Start of SUPPLIED MATERIAL

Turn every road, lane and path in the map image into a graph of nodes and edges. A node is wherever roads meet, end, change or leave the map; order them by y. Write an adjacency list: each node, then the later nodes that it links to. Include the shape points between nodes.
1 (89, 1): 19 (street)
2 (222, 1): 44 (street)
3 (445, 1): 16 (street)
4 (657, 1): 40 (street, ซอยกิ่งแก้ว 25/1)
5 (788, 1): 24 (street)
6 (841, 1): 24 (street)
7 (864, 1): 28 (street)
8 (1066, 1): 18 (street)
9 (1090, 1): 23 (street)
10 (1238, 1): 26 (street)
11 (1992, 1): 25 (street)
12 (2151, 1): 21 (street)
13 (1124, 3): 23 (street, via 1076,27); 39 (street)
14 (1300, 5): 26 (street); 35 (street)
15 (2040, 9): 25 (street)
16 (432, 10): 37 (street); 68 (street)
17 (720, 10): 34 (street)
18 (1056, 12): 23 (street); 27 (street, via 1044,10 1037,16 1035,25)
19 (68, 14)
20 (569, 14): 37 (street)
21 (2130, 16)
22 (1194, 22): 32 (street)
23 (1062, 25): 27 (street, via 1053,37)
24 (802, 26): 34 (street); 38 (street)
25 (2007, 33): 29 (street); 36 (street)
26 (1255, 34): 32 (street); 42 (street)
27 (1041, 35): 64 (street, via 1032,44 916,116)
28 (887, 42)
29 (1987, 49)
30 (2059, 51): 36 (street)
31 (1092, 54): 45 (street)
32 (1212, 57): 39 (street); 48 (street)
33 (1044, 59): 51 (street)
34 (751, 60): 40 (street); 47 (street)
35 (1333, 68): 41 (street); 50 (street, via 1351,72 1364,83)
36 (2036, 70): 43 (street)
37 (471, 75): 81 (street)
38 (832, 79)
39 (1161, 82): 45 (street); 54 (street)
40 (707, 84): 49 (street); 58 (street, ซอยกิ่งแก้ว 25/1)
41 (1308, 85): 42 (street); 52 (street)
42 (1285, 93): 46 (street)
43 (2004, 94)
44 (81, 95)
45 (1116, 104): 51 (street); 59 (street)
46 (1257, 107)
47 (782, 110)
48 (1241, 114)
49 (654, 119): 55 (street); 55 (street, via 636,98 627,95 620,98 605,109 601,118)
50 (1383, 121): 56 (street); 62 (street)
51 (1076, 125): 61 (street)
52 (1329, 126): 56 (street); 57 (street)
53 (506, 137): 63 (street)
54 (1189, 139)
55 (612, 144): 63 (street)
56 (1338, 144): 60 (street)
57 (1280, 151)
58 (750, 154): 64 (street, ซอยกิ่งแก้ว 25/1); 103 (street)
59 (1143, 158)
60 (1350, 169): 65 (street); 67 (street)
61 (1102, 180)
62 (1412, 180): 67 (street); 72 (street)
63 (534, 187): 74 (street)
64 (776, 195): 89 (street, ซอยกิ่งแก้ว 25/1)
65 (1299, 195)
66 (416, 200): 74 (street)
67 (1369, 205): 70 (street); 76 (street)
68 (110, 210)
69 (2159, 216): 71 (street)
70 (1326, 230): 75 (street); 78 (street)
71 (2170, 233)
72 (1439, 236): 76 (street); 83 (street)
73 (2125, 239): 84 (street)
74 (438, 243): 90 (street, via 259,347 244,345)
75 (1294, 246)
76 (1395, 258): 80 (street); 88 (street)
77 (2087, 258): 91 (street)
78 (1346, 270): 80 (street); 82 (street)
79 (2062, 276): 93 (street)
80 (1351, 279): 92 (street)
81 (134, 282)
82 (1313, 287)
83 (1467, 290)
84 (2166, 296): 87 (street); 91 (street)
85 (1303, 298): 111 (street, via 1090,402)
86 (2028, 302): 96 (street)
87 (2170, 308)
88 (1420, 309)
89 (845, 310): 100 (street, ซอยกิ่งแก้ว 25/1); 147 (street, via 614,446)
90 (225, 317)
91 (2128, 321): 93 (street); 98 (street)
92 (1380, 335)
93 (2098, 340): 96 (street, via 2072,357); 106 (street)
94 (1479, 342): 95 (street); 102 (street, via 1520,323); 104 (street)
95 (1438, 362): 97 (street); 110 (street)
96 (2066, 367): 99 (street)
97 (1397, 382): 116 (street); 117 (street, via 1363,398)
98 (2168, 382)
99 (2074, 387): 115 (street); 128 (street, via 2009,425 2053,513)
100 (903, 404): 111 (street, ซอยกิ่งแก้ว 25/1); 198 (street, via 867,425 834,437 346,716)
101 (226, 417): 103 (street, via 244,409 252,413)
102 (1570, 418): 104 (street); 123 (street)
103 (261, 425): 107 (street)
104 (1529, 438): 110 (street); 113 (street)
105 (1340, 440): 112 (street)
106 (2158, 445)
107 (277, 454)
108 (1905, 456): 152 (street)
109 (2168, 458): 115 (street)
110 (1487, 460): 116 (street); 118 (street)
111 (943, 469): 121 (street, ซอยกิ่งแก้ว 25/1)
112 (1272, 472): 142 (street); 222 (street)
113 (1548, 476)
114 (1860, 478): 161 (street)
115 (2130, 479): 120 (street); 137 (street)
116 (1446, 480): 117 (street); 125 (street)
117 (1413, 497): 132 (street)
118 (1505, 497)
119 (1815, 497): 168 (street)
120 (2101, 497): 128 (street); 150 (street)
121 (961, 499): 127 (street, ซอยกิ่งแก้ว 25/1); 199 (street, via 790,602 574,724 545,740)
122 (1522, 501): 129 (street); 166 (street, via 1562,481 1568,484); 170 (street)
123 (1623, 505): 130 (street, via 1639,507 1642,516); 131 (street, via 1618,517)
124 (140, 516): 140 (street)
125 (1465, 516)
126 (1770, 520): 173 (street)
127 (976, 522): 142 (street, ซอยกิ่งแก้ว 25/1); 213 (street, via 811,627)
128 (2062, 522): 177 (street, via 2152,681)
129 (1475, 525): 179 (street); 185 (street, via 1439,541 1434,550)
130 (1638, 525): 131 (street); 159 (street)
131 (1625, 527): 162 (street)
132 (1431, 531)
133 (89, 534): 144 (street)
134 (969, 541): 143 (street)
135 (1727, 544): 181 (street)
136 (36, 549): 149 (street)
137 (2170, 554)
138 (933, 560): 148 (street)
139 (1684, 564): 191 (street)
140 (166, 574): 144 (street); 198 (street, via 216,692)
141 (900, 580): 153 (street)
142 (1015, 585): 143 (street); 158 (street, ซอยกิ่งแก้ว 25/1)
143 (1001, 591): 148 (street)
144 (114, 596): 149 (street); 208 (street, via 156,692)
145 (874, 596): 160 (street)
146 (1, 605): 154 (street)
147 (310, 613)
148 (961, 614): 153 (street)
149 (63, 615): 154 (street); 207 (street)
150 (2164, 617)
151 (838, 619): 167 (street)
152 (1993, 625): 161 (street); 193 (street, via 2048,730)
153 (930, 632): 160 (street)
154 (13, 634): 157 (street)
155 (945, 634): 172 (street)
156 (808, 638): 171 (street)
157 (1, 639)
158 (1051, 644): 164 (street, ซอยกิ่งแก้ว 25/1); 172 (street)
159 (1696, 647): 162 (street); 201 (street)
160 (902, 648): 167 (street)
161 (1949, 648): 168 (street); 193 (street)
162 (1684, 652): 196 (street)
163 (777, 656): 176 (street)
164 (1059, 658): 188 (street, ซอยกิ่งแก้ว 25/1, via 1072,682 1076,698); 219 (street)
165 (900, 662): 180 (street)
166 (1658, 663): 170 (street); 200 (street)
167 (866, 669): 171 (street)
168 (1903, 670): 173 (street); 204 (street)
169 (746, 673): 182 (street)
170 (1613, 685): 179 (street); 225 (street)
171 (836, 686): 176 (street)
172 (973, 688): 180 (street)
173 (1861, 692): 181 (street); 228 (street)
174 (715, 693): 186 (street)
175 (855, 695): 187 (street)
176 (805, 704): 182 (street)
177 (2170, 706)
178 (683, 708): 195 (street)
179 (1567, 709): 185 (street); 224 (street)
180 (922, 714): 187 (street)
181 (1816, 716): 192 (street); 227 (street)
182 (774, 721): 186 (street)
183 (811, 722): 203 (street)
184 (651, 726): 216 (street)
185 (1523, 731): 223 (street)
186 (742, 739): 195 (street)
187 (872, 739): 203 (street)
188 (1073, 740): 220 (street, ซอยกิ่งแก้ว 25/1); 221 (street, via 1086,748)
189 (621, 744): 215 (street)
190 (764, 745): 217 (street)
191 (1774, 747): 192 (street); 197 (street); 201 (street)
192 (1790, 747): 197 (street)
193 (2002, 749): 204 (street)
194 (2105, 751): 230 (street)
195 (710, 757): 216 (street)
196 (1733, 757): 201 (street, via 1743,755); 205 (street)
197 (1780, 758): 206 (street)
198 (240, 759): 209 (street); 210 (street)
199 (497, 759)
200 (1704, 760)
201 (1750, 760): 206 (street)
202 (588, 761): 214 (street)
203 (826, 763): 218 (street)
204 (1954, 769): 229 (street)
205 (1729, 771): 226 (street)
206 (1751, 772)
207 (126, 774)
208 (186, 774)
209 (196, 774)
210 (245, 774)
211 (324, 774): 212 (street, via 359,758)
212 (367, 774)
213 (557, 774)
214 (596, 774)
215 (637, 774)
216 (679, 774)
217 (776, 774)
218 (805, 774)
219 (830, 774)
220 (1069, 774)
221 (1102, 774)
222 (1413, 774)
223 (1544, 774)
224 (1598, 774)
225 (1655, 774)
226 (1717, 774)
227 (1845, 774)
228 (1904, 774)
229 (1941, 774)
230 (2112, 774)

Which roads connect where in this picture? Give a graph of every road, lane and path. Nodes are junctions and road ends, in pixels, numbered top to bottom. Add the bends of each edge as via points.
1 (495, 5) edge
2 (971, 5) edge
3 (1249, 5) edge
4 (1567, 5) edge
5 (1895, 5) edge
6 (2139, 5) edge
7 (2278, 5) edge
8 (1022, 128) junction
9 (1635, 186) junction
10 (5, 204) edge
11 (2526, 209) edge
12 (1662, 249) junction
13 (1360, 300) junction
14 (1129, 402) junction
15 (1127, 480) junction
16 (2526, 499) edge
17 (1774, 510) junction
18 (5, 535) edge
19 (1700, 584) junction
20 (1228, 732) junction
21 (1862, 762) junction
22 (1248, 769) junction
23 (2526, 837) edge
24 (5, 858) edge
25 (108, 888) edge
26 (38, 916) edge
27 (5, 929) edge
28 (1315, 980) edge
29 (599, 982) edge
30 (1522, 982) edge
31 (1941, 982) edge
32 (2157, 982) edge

End of SUPPLIED MATERIAL

YOUR INSTRUCTIONS
Could you reproduce the lines above, from the one that holds "Which roads connect" through the last, exactly as they stand?

ANSWER SPACE
Which roads connect where in this picture? Give a graph of every road, lane and path. Nodes are junctions and road ends, in pixels, numbered top to bottom. Add the bends of each edge as via points.
1 (495, 5) edge
2 (971, 5) edge
3 (1249, 5) edge
4 (1567, 5) edge
5 (1895, 5) edge
6 (2139, 5) edge
7 (2278, 5) edge
8 (1022, 128) junction
9 (1635, 186) junction
10 (5, 204) edge
11 (2526, 209) edge
12 (1662, 249) junction
13 (1360, 300) junction
14 (1129, 402) junction
15 (1127, 480) junction
16 (2526, 499) edge
17 (1774, 510) junction
18 (5, 535) edge
19 (1700, 584) junction
20 (1228, 732) junction
21 (1862, 762) junction
22 (1248, 769) junction
23 (2526, 837) edge
24 (5, 858) edge
25 (108, 888) edge
26 (38, 916) edge
27 (5, 929) edge
28 (1315, 980) edge
29 (599, 982) edge
30 (1522, 982) edge
31 (1941, 982) edge
32 (2157, 982) edge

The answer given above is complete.